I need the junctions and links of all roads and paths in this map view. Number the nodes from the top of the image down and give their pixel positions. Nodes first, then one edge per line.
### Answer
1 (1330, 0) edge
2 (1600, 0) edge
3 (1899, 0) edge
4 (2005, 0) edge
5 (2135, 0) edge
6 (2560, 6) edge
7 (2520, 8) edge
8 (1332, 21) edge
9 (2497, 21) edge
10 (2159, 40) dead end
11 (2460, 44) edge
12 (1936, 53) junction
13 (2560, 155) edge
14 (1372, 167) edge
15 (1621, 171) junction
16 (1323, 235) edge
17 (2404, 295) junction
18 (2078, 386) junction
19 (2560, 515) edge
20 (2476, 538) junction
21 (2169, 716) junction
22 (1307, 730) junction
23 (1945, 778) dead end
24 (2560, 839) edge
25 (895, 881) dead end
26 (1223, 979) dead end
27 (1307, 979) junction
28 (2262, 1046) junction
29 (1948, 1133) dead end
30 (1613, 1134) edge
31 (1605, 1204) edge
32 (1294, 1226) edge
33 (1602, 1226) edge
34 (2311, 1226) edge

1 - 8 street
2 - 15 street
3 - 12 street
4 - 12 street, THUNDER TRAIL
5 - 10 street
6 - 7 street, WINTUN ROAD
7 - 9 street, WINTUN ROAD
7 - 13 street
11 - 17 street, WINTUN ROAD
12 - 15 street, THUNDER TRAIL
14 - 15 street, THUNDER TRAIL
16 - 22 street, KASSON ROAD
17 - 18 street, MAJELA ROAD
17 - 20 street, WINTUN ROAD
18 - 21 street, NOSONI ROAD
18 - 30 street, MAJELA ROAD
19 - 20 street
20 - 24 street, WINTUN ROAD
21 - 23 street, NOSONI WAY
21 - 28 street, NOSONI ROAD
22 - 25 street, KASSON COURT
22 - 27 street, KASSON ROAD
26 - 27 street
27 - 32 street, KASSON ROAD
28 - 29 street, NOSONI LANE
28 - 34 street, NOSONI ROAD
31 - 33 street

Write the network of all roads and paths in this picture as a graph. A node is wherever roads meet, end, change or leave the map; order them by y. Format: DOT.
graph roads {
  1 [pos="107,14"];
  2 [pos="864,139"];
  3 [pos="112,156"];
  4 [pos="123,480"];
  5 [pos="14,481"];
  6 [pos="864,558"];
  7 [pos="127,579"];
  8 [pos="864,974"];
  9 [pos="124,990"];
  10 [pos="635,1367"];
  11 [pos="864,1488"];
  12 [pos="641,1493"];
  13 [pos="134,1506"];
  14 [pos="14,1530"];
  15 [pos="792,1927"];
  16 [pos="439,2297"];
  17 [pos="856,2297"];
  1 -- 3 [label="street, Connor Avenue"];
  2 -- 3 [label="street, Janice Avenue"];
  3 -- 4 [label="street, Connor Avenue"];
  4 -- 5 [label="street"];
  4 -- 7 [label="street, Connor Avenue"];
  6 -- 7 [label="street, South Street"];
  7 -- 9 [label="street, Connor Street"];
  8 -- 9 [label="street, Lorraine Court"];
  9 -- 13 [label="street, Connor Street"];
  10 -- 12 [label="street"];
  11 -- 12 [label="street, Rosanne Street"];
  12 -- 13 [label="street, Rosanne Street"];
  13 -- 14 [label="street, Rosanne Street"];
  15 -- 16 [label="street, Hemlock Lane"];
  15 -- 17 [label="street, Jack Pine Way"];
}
________________
**GOAL OF THE EXERCISE:**
Each line above that holds the string "dead" should be copied and shown.

**ANSWER FOR THIS EXERCISE:**
10 (2159, 40) dead end
23 (1945, 778) dead end
25 (895, 881) dead end
26 (1223, 979) dead end
29 (1948, 1133) dead end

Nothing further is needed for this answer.